* Stored data entries:
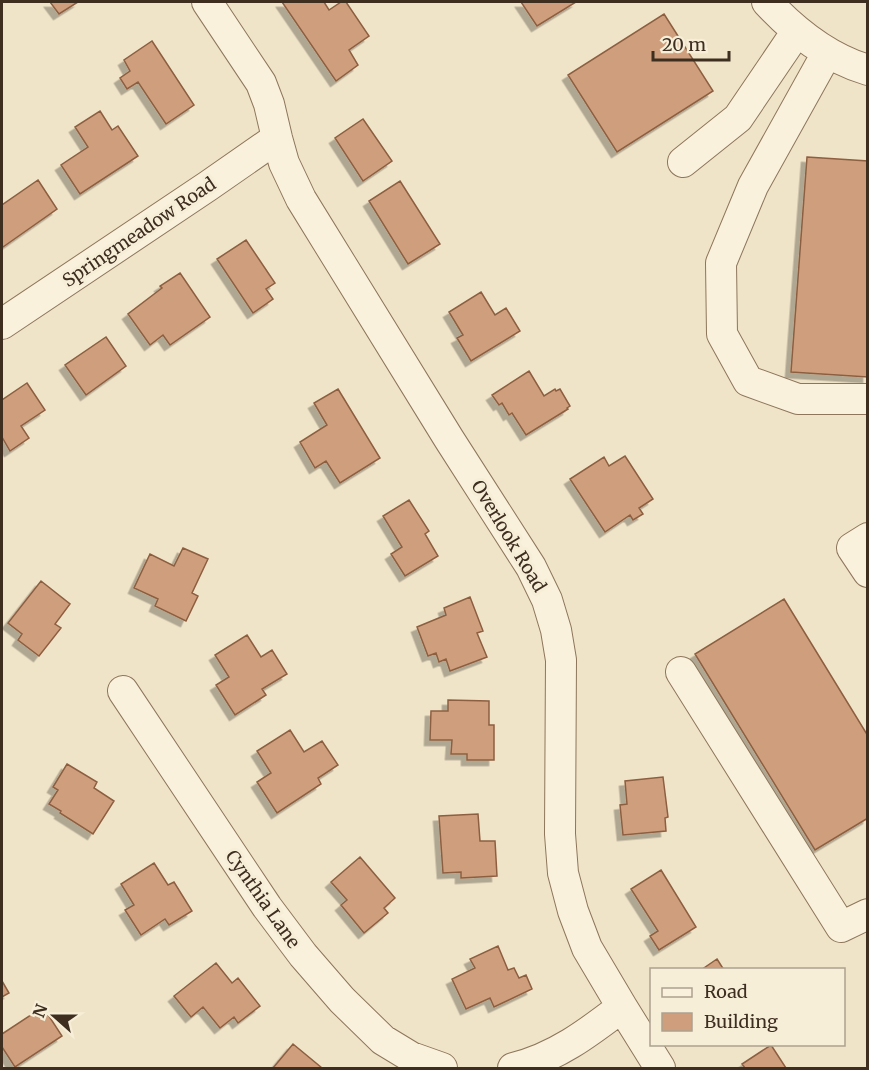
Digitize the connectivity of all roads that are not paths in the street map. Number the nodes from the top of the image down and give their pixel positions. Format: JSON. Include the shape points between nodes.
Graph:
{"nodes":[{"id":1,"x":207,"y":2,"type":"edge"},
{"id":2,"x":767,"y":2,"type":"edge"},
{"id":3,"x":797,"y":31,"type":"junction"},
{"id":4,"x":827,"y":52,"type":"junction"},
{"id":5,"x":867,"y":70,"type":"edge"},
{"id":6,"x":277,"y":138,"type":"junction"},
{"id":7,"x":683,"y":162,"type":"dead end"},
{"id":8,"x":2,"y":324,"type":"edge"},
{"id":9,"x":867,"y":399,"type":"edge"},
{"id":10,"x":867,"y":538,"type":"edge"},
{"id":11,"x":867,"y":572,"type":"edge"},
{"id":12,"x":681,"y":672,"type":"dead end"},
{"id":13,"x":123,"y":691,"type":"dead end"},
{"id":14,"x":867,"y":914,"type":"edge"},
{"id":15,"x":622,"y":1007,"type":"junction"},
{"id":16,"x":442,"y":1068,"type":"edge"},
{"id":17,"x":513,"y":1068,"type":"edge"},
{"id":18,"x":660,"y":1068,"type":"edge"}],
"edges":[{"from":1,"to":6,"type":"street","name":"Overlook Road","via":[[261,82]]},
{"from":2,"to":3,"type":"street"},
{"from":3,"to":4,"type":"street"},
{"from":3,"to":7,"type":"street","via":[[738,118]]},
{"from":4,"to":5,"type":"street"},
{"from":4,"to":9,"type":"street","via":[[753,186],[721,263],[722,334],[747,381],[798,399]]},
{"from":6,"to":8,"type":"street","name":"Springmeadow Road"},
{"from":6,"to":15,"type":"street","name":"Overlook Road","via":[[301,199],[531,567],[547,600],[561,660],[563,873],[587,948]]},
{"from":10,"to":11,"type":"street","via":[[852,548]]},
{"from":12,"to":14,"type":"street","via":[[841,927]]},
{"from":13,"to":16,"type":"street","name":"Cynthia Lane","via":[[303,955],[383,1040],[411,1057]]},
{"from":15,"to":17,"type":"street","via":[[559,1051]]},
{"from":15,"to":18,"type":"street","name":"Overlook Road"}]}
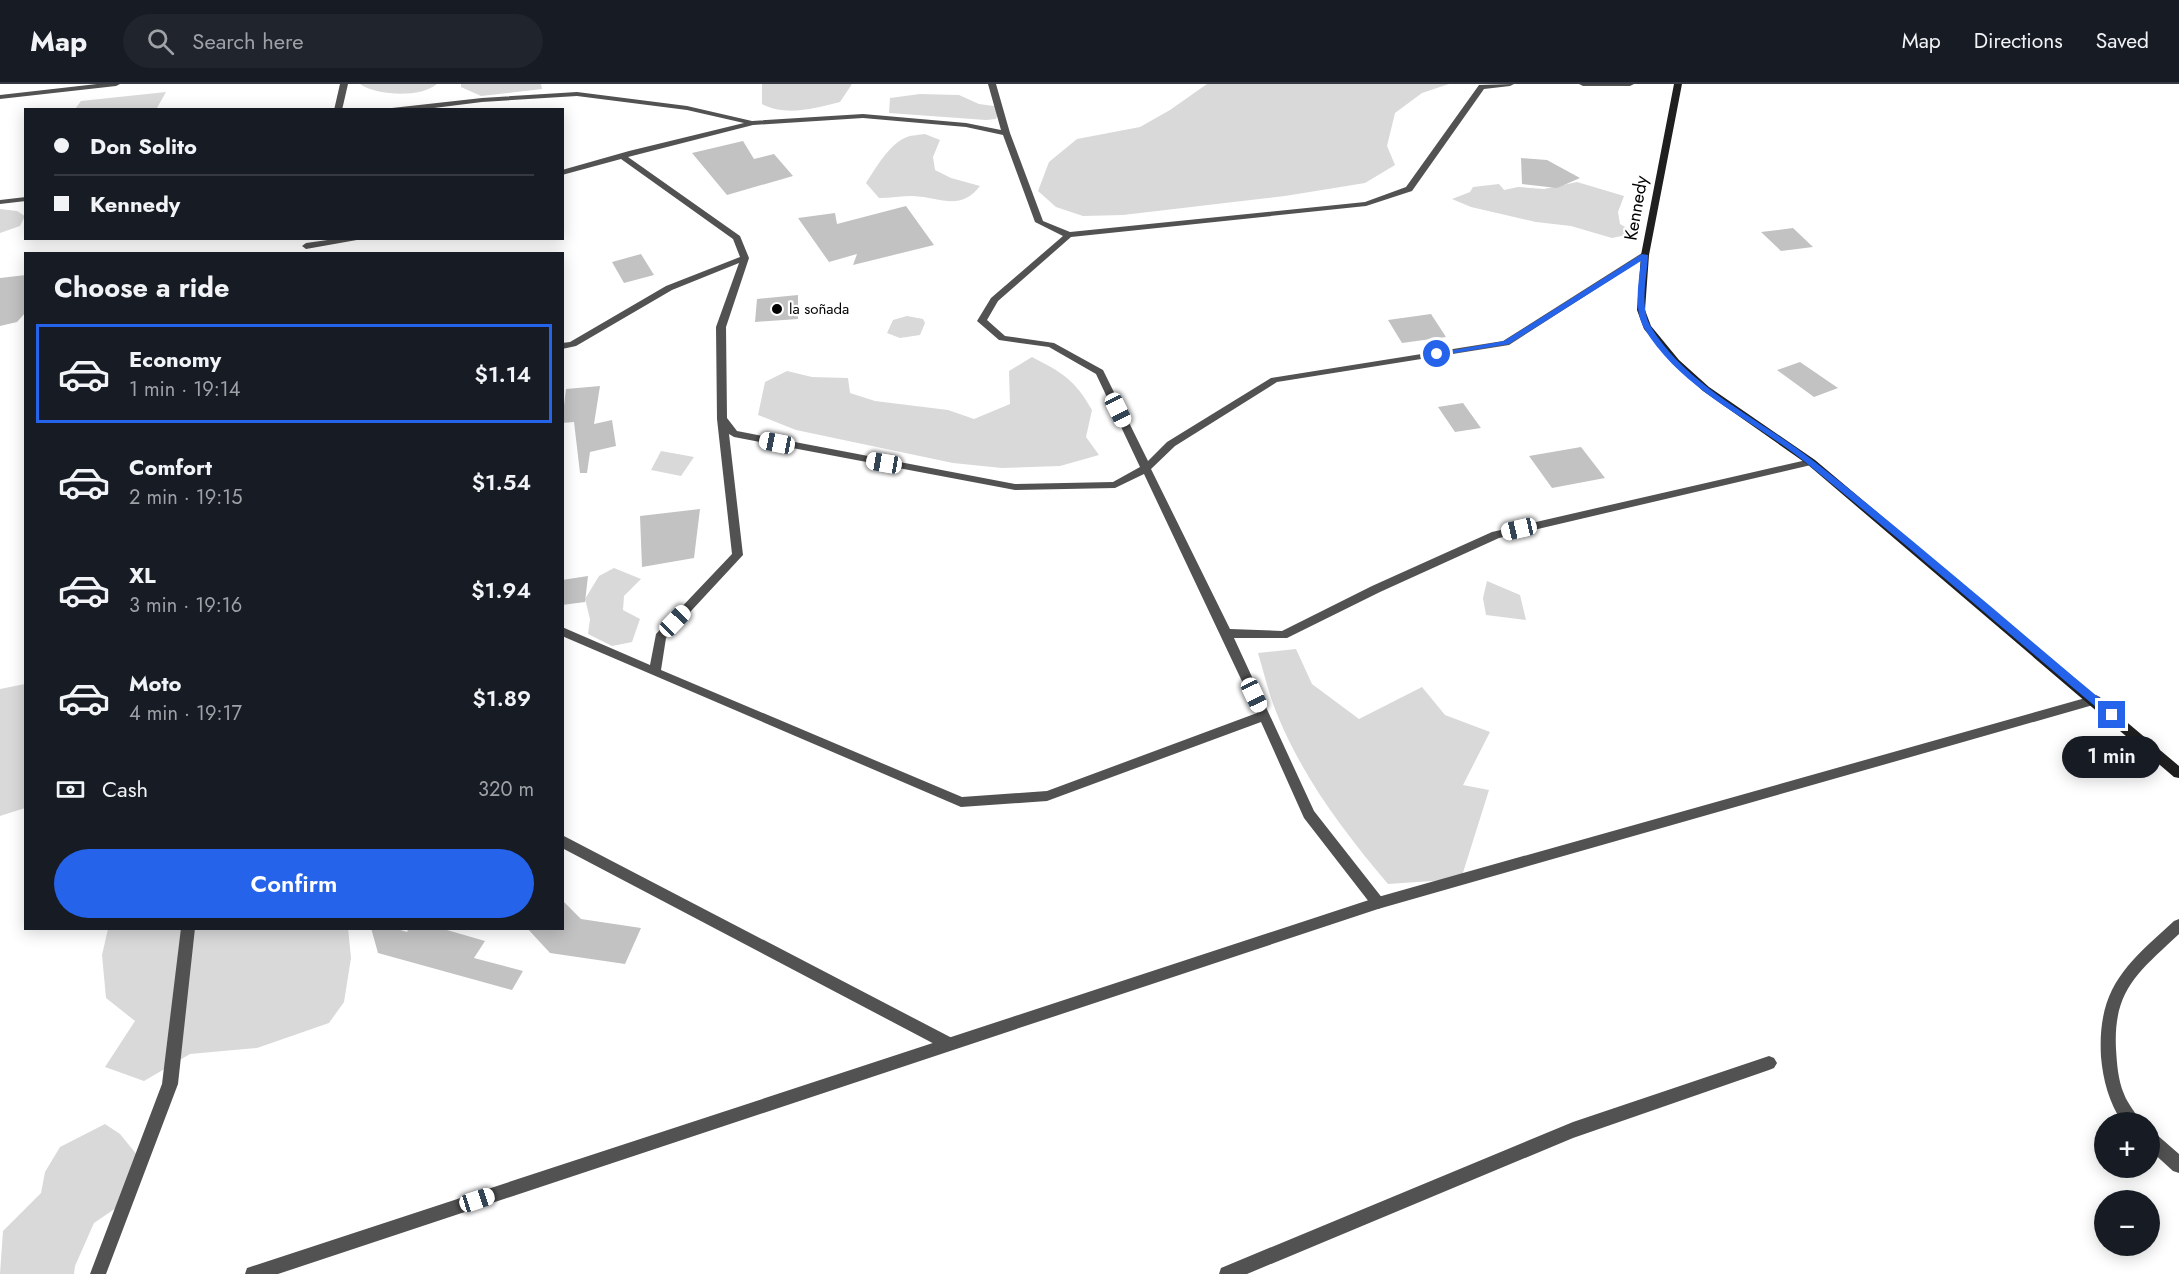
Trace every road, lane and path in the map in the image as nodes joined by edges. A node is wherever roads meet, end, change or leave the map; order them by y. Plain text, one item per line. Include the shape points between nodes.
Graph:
1 (116, 84) edge
2 (344, 84) edge
3 (992, 84) edge
4 (1510, 84) edge
5 (1583, 84) edge
6 (1630, 84) edge
7 (1677, 84) edge
8 (0, 97) edge
9 (338, 108) edge
10 (412, 108) edge
11 (753, 123) junction
12 (1006, 134) junction
13 (622, 156) junction
14 (564, 172) edge
15 (24, 199) edge
16 (0, 202) edge
17 (1069, 235) junction
18 (350, 240) edge
19 (306, 246) edge
20 (1645, 255) junction
21 (745, 258) junction
22 (564, 346) edge
23 (722, 418) junction
24 (1811, 462) junction
25 (1146, 468) junction
26 (564, 632) edge
27 (1226, 633) junction
28 (655, 672) junction
29 (2096, 700) junction
30 (1263, 716) junction
31 (2179, 773) edge
32 (564, 842) edge
33 (1378, 903) junction
34 (2179, 925) edge
35 (188, 930) edge
36 (947, 1043) junction
37 (1769, 1063) dead end
38 (2124, 1112) edge
39 (2160, 1149) edge
40 (2179, 1165) edge
41 (98, 1274) edge
42 (253, 1274) edge
43 (1227, 1274) edge

1 - 8 street
2 - 9 street
3 - 12 street
4 - 17 street via 1482,87 1409,189 1366,204
5 - 6 street
7 - 20 main road, Kennedy
10 - 11 street via 577,94 687,108
11 - 12 street via 863,116 966,125
11 - 13 street
12 - 17 street via 1040,222
13 - 14 street
13 - 21 street via 737,238
15 - 16 street
17 - 25 street via 994,300 982,321 1002,338 1051,345 1100,372
18 - 19 street
20 - 24 main road, Kennedy via 1641,310 1647,327 1676,362 1706,389
20 - 25 street via 1506,343 1274,380 1171,444
21 - 22 street via 669,288
21 - 23 street via 721,327
23 - 25 street via 734,434 1015,487 1115,485
23 - 28 street via 738,555 660,637
24 - 27 street via 1496,535 1283,635
24 - 29 main road, Kennedy
25 - 27 street
26 - 28 street
27 - 30 street
28 - 30 street via 961,802 1047,796
29 - 31 main road, Kennedy
29 - 33 street
30 - 33 street via 1309,814
32 - 36 street
33 - 36 street
34 - 38 street via 2128,976 2113,1003 2108,1039 2111,1082
35 - 41 street via 170,1084
36 - 42 street
37 - 43 street via 1573,1130
39 - 40 street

* WORK TO BE COMPLETED: Keep every word of the records and none of the pictures when you print them again.

* REPLY:
Digitize the connectivity of all roads that are not paths in the street map. Number the nodes from the top of the image down and give their pixel positions. Format: JSON. Include the shape points between nodes.
Graph:
{"nodes":[{"id":1,"x":207,"y":2,"type":"edge"},
{"id":2,"x":767,"y":2,"type":"edge"},
{"id":3,"x":797,"y":31,"type":"junction"},
{"id":4,"x":827,"y":52,"type":"junction"},
{"id":5,"x":867,"y":70,"type":"edge"},
{"id":6,"x":277,"y":138,"type":"junction"},
{"id":7,"x":683,"y":162,"type":"dead end"},
{"id":8,"x":2,"y":324,"type":"edge"},
{"id":9,"x":867,"y":399,"type":"edge"},
{"id":10,"x":867,"y":538,"type":"edge"},
{"id":11,"x":867,"y":572,"type":"edge"},
{"id":12,"x":681,"y":672,"type":"dead end"},
{"id":13,"x":123,"y":691,"type":"dead end"},
{"id":14,"x":867,"y":914,"type":"edge"},
{"id":15,"x":622,"y":1007,"type":"junction"},
{"id":16,"x":442,"y":1068,"type":"edge"},
{"id":17,"x":513,"y":1068,"type":"edge"},
{"id":18,"x":660,"y":1068,"type":"edge"}],
"edges":[{"from":1,"to":6,"type":"street","name":"Overlook Road","via":[[261,82]]},
{"from":2,"to":3,"type":"street"},
{"from":3,"to":4,"type":"street"},
{"from":3,"to":7,"type":"street","via":[[738,118]]},
{"from":4,"to":5,"type":"street"},
{"from":4,"to":9,"type":"street","via":[[753,186],[721,263],[722,334],[747,381],[798,399]]},
{"from":6,"to":8,"type":"street","name":"Springmeadow Road"},
{"from":6,"to":15,"type":"street","name":"Overlook Road","via":[[301,199],[531,567],[547,600],[561,660],[563,873],[587,948]]},
{"from":10,"to":11,"type":"street","via":[[852,548]]},
{"from":12,"to":14,"type":"street","via":[[841,927]]},
{"from":13,"to":16,"type":"street","name":"Cynthia Lane","via":[[303,955],[383,1040],[411,1057]]},
{"from":15,"to":17,"type":"street","via":[[559,1051]]},
{"from":15,"to":18,"type":"street","name":"Overlook Road"}]}
Trace every road, lane and path in the map in the image as nodes joined by edges. A node is wherever roads meet, end, change or leave the map; order them by y. Plain text, one item per line. Include the shape points between nodes.
Graph:
1 (116, 84) edge
2 (344, 84) edge
3 (992, 84) edge
4 (1510, 84) edge
5 (1583, 84) edge
6 (1630, 84) edge
7 (1677, 84) edge
8 (0, 97) edge
9 (338, 108) edge
10 (412, 108) edge
11 (753, 123) junction
12 (1006, 134) junction
13 (622, 156) junction
14 (564, 172) edge
15 (24, 199) edge
16 (0, 202) edge
17 (1069, 235) junction
18 (350, 240) edge
19 (306, 246) edge
20 (1645, 255) junction
21 (745, 258) junction
22 (564, 346) edge
23 (722, 418) junction
24 (1811, 462) junction
25 (1146, 468) junction
26 (564, 632) edge
27 (1226, 633) junction
28 (655, 672) junction
29 (2096, 700) junction
30 (1263, 716) junction
31 (2179, 773) edge
32 (564, 842) edge
33 (1378, 903) junction
34 (2179, 925) edge
35 (188, 930) edge
36 (947, 1043) junction
37 (1769, 1063) dead end
38 (2124, 1112) edge
39 (2160, 1149) edge
40 (2179, 1165) edge
41 (98, 1274) edge
42 (253, 1274) edge
43 (1227, 1274) edge

1 - 8 street
2 - 9 street
3 - 12 street
4 - 17 street via 1482,87 1409,189 1366,204
5 - 6 street
7 - 20 main road, Kennedy
10 - 11 street via 577,94 687,108
11 - 12 street via 863,116 966,125
11 - 13 street
12 - 17 street via 1040,222
13 - 14 street
13 - 21 street via 737,238
15 - 16 street
17 - 25 street via 994,300 982,321 1002,338 1051,345 1100,372
18 - 19 street
20 - 24 main road, Kennedy via 1641,310 1647,327 1676,362 1706,389
20 - 25 street via 1506,343 1274,380 1171,444
21 - 22 street via 669,288
21 - 23 street via 721,327
23 - 25 street via 734,434 1015,487 1115,485
23 - 28 street via 738,555 660,637
24 - 27 street via 1496,535 1283,635
24 - 29 main road, Kennedy
25 - 27 street
26 - 28 street
27 - 30 street
28 - 30 street via 961,802 1047,796
29 - 31 main road, Kennedy
29 - 33 street
30 - 33 street via 1309,814
32 - 36 street
33 - 36 street
34 - 38 street via 2128,976 2113,1003 2108,1039 2111,1082
35 - 41 street via 170,1084
36 - 42 street
37 - 43 street via 1573,1130
39 - 40 street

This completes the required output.